Try it: Could you copy the data that follows exactly as written, but drop the pictures?

── Available data ──

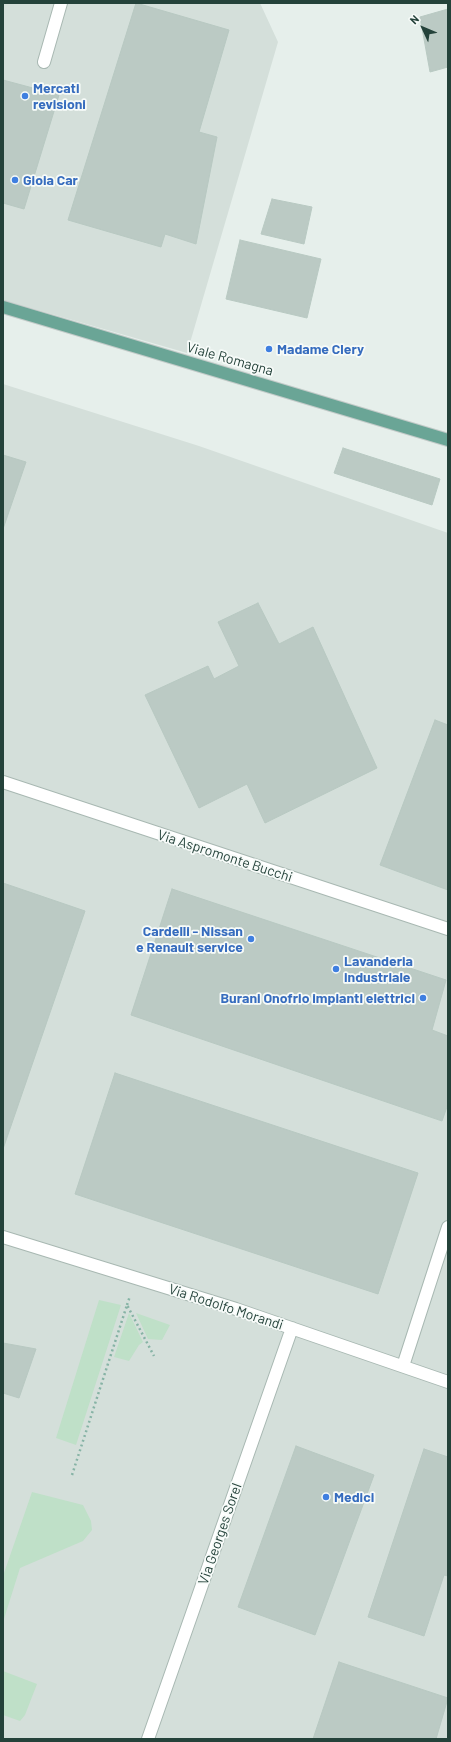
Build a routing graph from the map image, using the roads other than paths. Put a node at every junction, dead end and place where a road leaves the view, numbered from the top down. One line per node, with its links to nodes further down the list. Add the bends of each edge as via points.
1 (61, 3): 2 (street)
2 (44, 62)
3 (3, 307): 4 (main road, Viale Romagna)
4 (448, 440)
5 (3, 782): 6 (street, Via Aspromonte Bucchi)
6 (448, 929)
7 (448, 1227): 10 (street)
8 (3, 1237): 9 (street, Via Rodolfo Morandi)
9 (292, 1328): 10 (street, Via Rodolfo Morandi); 12 (street, Via Georges Sorel)
10 (403, 1366): 11 (street, Via Rodolfo Morandi)
11 (448, 1382)
12 (148, 1739)

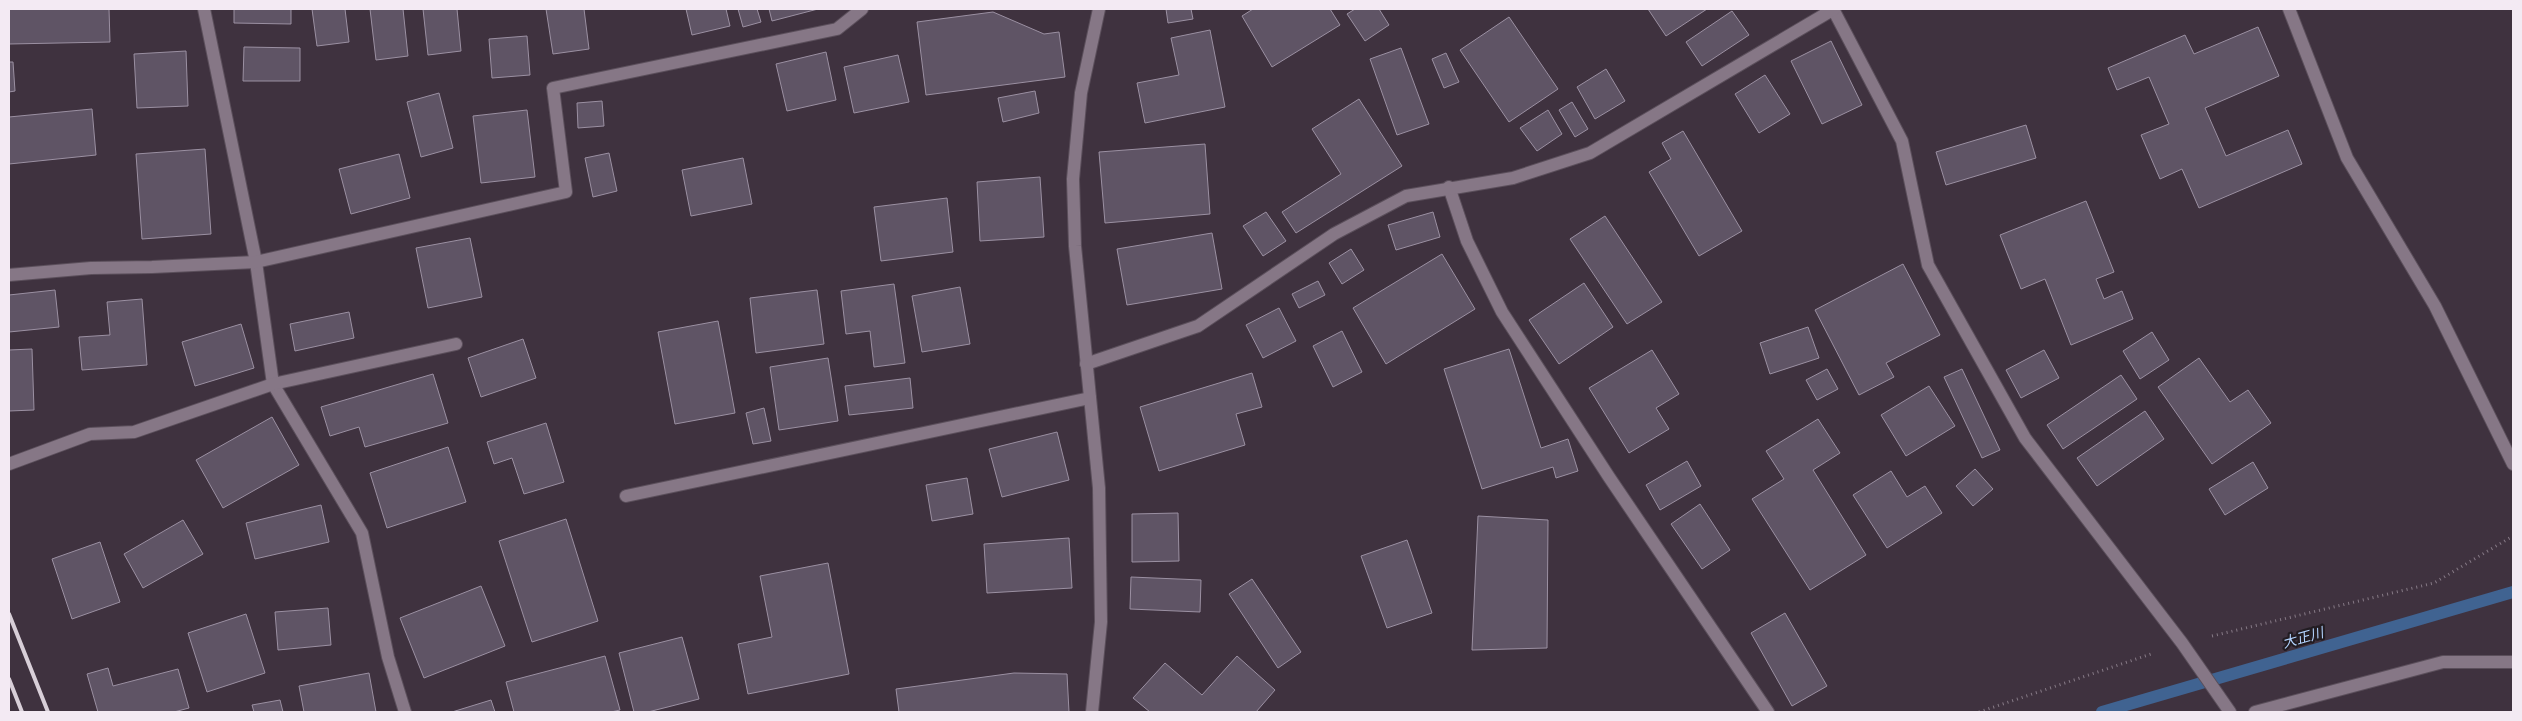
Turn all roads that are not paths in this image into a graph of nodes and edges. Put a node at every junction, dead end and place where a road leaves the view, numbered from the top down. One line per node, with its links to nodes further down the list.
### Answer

───

Exercise answer:
Build a routing graph from the map image, using the roads other than paths. Put a node at every junction, dead end and place where a road leaves the view, numbered from the top down. One line per node, with its links to nodes further down the list. Add the bends of each edge as via points.
1 (61, 3): 2 (street)
2 (44, 62)
3 (3, 307): 4 (main road, Viale Romagna)
4 (448, 440)
5 (3, 782): 6 (street, Via Aspromonte Bucchi)
6 (448, 929)
7 (448, 1227): 10 (street)
8 (3, 1237): 9 (street, Via Rodolfo Morandi)
9 (292, 1328): 10 (street, Via Rodolfo Morandi); 12 (street, Via Georges Sorel)
10 (403, 1366): 11 (street, Via Rodolfo Morandi)
11 (448, 1382)
12 (148, 1739)

Turn all roads that are not paths in this image into a graph of nodes and edges. Put a node at every junction, dead end and place where a road leaves the view, numbered from the top down. One line per node, with its links to nodes further down the list.
### Answer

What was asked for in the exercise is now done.